• [EXERCISE]:
Return, without pictures, the lines from the start of the data through the one that contains "pinky dip: (197, 95)".

• [EXTRACTED ENTRIES]:
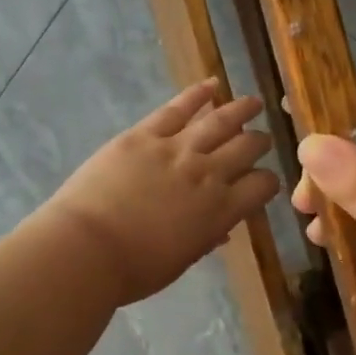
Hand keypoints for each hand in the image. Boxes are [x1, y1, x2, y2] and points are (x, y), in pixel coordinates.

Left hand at [36, 79, 279, 307]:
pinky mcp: (144, 135)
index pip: (261, 186)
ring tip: (254, 103)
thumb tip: (221, 230)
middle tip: (262, 139)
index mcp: (221, 211)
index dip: (268, 182)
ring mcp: (176, 149)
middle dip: (259, 142)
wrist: (88, 248)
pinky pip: (177, 108)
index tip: (264, 181)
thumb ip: (205, 239)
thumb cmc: (135, 269)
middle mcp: (208, 173)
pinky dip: (197, 95)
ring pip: (220, 121)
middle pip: (246, 148)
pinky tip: (212, 85)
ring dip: (241, 110)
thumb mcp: (181, 260)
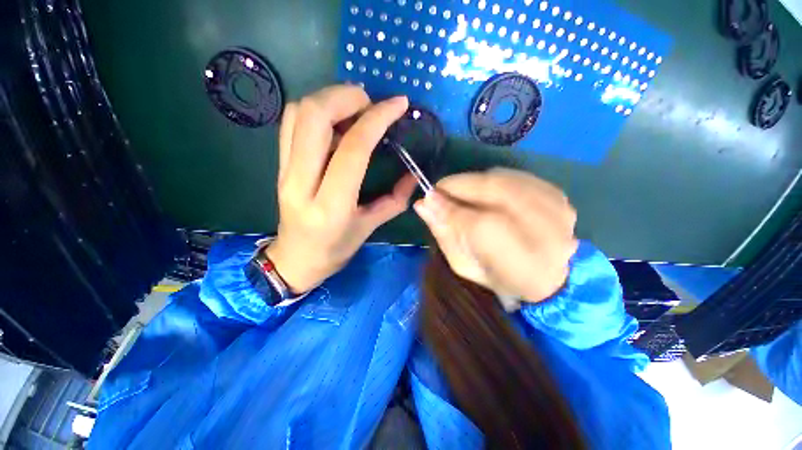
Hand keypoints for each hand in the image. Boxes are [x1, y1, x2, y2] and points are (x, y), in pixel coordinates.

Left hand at [266, 86, 416, 293]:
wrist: (294, 260)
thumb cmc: (334, 250)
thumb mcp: (369, 228)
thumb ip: (394, 201)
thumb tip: (414, 176)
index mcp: (331, 205)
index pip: (353, 148)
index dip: (377, 119)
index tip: (398, 105)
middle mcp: (302, 183)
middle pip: (315, 117)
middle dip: (347, 97)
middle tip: (371, 104)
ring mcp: (284, 171)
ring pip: (298, 113)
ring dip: (329, 99)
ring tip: (354, 109)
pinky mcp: (278, 165)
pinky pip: (291, 123)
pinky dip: (315, 110)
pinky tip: (335, 121)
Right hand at [414, 168, 578, 305]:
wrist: (544, 277)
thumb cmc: (497, 277)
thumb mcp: (463, 264)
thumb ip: (443, 232)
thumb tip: (422, 204)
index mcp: (521, 265)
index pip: (480, 224)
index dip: (451, 207)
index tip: (428, 198)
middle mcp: (547, 234)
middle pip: (497, 192)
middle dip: (461, 186)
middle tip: (440, 189)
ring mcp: (558, 211)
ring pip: (506, 179)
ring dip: (475, 182)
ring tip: (460, 192)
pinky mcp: (559, 196)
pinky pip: (517, 176)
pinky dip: (493, 179)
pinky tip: (483, 191)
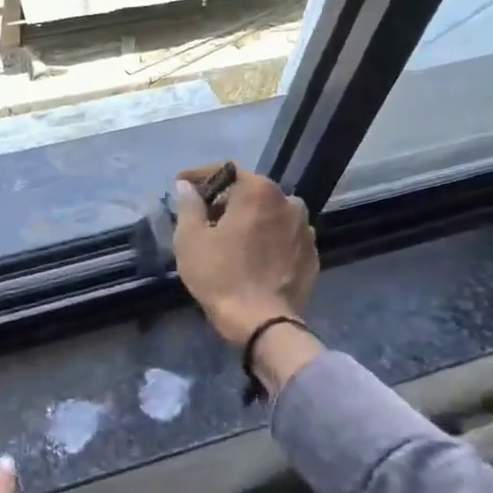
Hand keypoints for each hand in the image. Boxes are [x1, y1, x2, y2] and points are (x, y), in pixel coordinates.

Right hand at [172, 163, 318, 348]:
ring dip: (250, 219)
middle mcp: (289, 201)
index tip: (181, 182)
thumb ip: (189, 205)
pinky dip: (268, 239)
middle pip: (251, 191)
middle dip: (226, 199)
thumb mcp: (191, 239)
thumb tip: (186, 185)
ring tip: (230, 238)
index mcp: (259, 191)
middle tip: (204, 216)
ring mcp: (305, 229)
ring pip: (270, 214)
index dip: (199, 175)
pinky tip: (253, 256)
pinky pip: (284, 236)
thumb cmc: (220, 276)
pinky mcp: (311, 254)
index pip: (226, 169)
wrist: (262, 322)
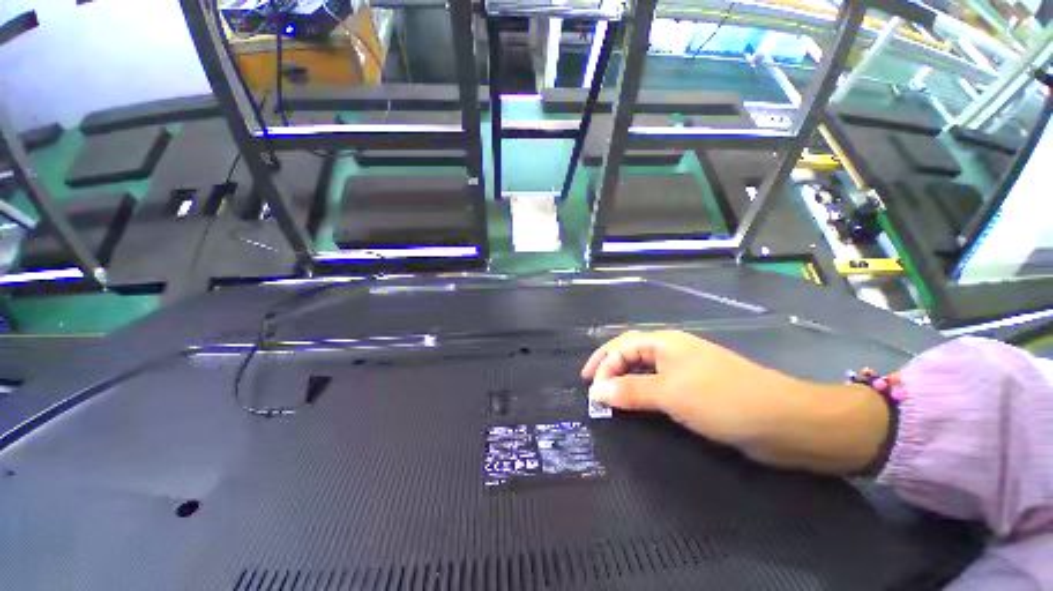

• [WRITTEN RESPONSE]:
Hand keypoints for each hand in the image. Boxes are [x1, y1, x2, y2] and points are (x, y), in pixel coordinates.

Left hand at [36, 79, 279, 307]:
pinky mcp: (144, 135)
index pip: (261, 186)
ring tip: (254, 103)
thumb tip: (221, 230)
middle tip: (262, 139)
index mcp: (221, 211)
index dip: (268, 182)
ring mcp: (176, 149)
middle dip: (259, 142)
wrist: (88, 248)
pinky pip: (177, 108)
index tip: (264, 181)
thumb ip: (205, 239)
thumb cmc: (135, 269)
middle mcp: (208, 173)
pinky dip: (197, 95)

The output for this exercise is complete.